**DIRECTIONS**
Look through the listing below for the word "numbered" and copy every line where it occurs.

··· AVAILABLE DATA

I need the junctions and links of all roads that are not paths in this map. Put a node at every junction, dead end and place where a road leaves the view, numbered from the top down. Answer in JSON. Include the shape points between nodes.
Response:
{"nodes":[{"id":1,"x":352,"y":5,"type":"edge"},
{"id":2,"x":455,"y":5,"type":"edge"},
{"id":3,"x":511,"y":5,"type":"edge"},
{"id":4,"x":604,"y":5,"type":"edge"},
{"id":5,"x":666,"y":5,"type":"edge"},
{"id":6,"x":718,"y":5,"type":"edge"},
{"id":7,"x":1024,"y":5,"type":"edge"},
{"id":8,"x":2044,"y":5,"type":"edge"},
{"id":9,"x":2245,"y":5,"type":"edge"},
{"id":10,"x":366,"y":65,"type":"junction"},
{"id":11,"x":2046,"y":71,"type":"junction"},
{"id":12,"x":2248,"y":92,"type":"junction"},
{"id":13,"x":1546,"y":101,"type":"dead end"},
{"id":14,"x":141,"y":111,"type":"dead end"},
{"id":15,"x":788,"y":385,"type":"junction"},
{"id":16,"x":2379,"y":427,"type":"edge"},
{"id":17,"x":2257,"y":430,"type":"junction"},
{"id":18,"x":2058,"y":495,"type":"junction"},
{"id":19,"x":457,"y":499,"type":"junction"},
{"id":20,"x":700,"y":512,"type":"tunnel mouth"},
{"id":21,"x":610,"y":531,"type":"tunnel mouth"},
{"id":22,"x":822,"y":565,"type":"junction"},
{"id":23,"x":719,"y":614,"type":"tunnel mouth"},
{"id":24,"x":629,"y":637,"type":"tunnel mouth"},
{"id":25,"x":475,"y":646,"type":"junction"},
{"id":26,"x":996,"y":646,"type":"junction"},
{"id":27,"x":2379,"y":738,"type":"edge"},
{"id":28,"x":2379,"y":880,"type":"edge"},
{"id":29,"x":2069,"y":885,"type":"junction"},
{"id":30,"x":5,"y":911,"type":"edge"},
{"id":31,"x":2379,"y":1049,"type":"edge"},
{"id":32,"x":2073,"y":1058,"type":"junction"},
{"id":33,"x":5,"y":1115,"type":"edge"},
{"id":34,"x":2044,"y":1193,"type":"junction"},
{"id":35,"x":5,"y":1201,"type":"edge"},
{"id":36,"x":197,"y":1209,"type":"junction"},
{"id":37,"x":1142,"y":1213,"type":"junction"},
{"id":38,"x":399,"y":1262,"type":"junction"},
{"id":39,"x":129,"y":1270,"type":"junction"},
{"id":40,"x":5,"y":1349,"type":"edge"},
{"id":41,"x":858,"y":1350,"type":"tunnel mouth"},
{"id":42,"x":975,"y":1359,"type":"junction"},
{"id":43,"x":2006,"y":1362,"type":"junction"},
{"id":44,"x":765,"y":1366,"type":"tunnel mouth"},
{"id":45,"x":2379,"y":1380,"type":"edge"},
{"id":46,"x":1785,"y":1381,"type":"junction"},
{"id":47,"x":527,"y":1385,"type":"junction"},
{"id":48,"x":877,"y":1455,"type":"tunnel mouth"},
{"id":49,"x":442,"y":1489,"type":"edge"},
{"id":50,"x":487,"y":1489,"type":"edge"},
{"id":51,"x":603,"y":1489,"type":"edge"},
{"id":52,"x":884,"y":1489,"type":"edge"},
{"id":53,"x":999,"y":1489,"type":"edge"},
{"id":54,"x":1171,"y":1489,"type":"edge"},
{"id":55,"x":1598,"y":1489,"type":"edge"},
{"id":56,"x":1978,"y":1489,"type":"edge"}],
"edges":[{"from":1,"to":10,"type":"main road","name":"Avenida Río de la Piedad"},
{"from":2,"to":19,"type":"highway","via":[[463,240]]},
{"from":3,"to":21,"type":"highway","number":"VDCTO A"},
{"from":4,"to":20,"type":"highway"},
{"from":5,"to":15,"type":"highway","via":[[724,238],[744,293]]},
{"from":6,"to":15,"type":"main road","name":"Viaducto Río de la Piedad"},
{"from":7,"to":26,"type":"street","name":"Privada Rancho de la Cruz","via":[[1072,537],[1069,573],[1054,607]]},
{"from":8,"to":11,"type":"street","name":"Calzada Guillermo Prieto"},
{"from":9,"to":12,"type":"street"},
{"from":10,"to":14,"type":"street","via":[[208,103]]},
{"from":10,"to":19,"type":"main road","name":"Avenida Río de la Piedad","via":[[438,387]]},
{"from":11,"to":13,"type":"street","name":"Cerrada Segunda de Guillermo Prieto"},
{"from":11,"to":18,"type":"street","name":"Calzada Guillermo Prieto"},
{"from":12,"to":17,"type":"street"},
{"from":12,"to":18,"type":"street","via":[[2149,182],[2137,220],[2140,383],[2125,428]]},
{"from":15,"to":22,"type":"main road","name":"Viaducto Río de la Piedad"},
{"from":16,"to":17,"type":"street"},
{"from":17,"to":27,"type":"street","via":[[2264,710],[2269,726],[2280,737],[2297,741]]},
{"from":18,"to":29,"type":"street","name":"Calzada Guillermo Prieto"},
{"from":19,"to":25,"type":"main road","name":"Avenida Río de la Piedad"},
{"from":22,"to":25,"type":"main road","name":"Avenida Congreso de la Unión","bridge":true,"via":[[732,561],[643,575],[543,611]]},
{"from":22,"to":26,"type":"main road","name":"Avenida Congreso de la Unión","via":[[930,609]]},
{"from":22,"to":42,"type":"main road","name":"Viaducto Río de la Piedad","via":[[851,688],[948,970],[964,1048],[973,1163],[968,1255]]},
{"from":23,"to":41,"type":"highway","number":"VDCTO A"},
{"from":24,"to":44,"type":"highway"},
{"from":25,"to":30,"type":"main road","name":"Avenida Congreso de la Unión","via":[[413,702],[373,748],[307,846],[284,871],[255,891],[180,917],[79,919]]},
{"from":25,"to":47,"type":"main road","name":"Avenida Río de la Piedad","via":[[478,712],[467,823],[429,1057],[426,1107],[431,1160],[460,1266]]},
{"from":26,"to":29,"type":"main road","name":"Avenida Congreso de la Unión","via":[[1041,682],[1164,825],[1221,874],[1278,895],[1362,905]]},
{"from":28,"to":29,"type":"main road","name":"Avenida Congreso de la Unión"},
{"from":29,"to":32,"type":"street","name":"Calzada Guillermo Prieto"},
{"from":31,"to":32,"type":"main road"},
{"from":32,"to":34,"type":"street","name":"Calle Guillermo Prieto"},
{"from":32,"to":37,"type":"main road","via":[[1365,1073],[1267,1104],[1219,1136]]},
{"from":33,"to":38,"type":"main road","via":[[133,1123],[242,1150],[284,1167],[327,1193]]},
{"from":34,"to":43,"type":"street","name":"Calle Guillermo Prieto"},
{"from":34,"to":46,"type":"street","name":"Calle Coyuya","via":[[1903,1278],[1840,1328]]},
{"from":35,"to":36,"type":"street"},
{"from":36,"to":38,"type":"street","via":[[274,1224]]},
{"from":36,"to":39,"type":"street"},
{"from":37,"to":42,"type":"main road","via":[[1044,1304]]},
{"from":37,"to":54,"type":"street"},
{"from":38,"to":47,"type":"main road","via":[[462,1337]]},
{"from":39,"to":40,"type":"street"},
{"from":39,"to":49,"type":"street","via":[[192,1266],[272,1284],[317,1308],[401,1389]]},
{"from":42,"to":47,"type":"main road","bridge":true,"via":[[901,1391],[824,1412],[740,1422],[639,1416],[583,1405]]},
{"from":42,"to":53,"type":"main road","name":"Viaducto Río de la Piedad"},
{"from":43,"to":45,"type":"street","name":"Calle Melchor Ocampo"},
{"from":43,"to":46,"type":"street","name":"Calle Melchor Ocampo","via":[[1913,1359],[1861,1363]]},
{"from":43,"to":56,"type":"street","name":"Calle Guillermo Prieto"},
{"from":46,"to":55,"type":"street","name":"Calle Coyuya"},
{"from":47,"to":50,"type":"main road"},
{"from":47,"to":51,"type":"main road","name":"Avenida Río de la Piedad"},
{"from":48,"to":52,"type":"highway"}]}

······
··· AVAILABLE DATA

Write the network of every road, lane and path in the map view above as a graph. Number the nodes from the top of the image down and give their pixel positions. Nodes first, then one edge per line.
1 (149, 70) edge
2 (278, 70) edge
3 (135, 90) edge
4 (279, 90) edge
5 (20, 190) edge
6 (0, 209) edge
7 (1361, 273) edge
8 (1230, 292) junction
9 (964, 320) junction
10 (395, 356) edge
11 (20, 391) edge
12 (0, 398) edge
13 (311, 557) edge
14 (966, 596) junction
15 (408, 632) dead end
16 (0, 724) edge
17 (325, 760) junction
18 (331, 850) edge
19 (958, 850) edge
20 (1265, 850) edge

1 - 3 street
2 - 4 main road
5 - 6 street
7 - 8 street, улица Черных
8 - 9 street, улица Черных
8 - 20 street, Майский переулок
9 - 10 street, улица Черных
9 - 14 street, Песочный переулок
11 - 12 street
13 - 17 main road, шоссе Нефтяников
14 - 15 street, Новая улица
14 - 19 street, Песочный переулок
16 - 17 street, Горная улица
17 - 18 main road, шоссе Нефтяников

······
··· AVAILABLE DATA

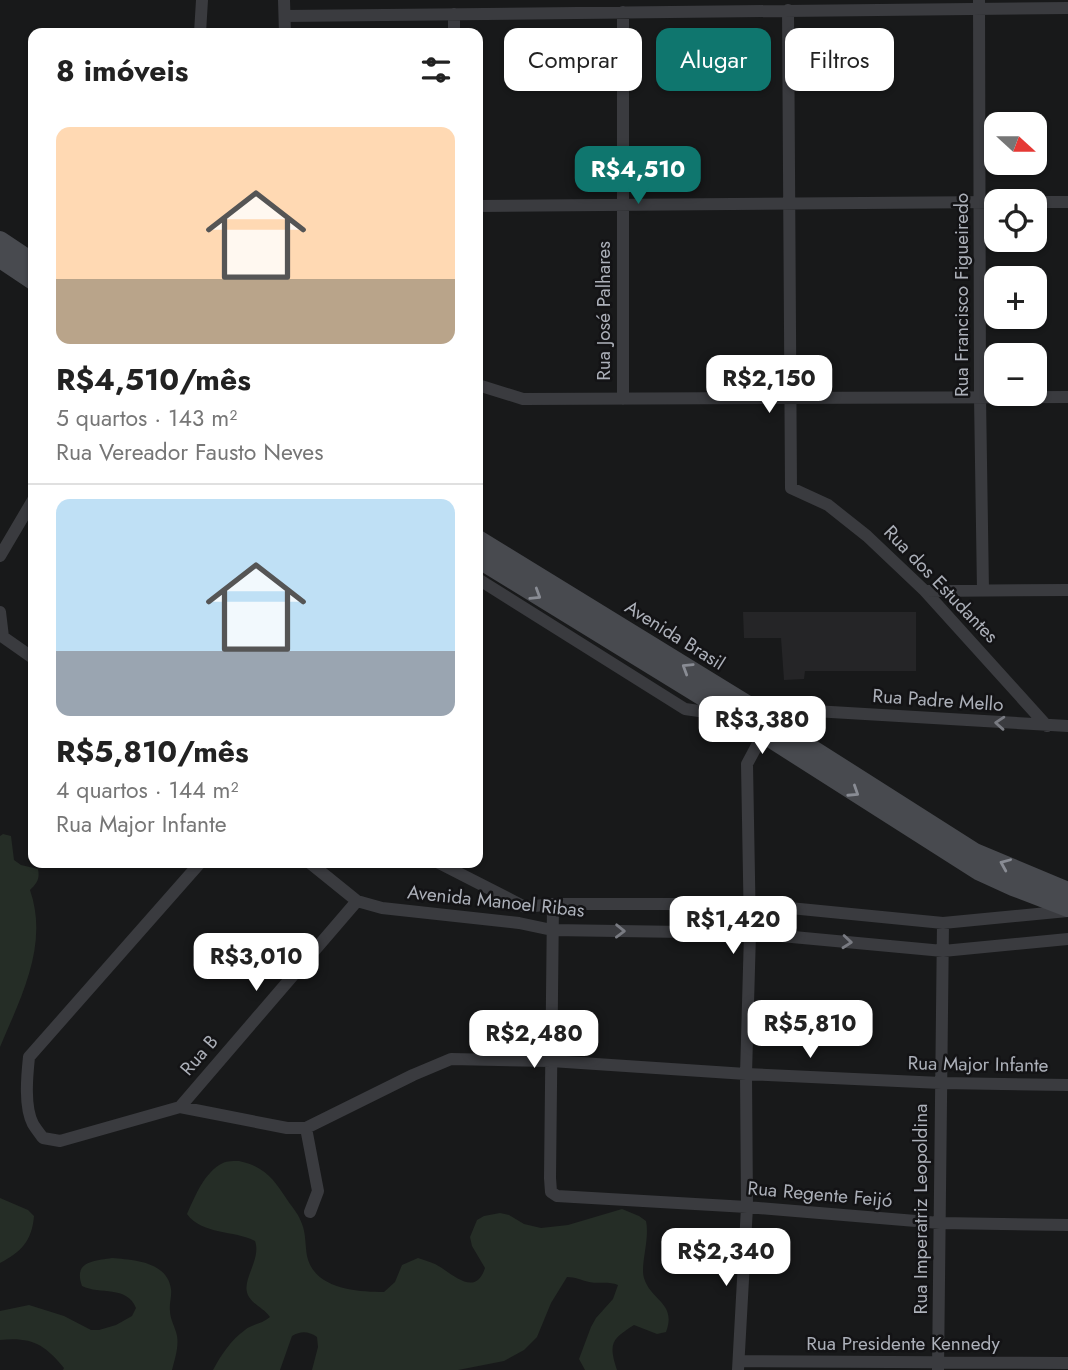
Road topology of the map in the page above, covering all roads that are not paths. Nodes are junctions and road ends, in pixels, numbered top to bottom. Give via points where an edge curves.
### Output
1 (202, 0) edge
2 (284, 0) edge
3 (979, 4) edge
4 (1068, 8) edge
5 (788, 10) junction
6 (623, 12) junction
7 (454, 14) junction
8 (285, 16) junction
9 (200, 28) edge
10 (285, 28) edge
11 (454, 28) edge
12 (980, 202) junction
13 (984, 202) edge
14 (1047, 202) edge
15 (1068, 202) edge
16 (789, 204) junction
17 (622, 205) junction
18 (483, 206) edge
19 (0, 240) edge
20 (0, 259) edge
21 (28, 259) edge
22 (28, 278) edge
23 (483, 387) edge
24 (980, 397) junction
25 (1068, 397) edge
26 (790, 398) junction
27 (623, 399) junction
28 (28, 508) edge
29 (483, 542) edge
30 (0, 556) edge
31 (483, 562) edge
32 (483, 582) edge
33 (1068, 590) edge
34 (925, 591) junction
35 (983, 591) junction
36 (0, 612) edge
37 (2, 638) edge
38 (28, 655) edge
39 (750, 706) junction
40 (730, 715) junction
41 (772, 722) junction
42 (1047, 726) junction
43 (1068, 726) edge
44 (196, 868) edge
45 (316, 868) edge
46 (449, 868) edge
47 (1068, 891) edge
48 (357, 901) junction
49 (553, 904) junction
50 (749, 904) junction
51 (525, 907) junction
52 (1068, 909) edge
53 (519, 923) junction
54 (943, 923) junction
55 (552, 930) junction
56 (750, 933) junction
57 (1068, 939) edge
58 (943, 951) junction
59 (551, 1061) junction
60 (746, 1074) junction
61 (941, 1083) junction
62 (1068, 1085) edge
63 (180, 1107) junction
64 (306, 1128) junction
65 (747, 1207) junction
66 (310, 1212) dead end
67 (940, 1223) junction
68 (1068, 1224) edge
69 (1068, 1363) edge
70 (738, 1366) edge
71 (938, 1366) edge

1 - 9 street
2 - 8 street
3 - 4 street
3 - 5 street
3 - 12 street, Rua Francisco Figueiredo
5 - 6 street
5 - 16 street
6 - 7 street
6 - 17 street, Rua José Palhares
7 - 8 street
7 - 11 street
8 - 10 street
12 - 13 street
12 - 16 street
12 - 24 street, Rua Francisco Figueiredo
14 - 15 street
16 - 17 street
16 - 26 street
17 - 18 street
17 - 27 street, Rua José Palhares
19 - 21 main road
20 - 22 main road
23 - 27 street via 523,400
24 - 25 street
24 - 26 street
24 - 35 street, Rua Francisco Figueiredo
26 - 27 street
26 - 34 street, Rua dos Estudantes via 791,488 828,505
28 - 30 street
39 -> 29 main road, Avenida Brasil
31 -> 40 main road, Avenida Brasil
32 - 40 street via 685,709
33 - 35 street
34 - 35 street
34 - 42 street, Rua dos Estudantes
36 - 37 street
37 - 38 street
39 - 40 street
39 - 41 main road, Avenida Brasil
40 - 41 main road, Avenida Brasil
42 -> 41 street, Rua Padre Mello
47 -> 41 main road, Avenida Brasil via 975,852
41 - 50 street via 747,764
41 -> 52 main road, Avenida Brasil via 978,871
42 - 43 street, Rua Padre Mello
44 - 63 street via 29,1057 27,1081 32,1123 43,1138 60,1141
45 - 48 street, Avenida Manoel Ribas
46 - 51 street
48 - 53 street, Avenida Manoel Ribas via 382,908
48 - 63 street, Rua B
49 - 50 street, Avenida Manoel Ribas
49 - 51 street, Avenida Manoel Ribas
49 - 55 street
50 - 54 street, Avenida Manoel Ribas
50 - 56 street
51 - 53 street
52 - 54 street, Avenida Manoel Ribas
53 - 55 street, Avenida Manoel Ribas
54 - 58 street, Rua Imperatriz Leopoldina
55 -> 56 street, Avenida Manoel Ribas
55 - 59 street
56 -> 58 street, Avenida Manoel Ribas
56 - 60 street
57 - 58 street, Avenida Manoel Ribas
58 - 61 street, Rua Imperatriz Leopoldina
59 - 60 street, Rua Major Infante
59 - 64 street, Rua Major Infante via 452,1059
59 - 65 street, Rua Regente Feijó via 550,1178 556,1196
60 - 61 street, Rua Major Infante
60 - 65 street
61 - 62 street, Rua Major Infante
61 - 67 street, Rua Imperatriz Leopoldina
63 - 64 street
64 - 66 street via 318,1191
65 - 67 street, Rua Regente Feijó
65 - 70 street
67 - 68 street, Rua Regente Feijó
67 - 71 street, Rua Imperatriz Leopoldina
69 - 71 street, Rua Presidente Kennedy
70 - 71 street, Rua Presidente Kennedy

······

**RESULT OF THIS EXERCISE**
I need the junctions and links of all roads that are not paths in this map. Put a node at every junction, dead end and place where a road leaves the view, numbered from the top down. Answer in JSON. Include the shape points between nodes.
Road topology of the map in the page above, covering all roads that are not paths. Nodes are junctions and road ends, in pixels, numbered top to bottom. Give via points where an edge curves.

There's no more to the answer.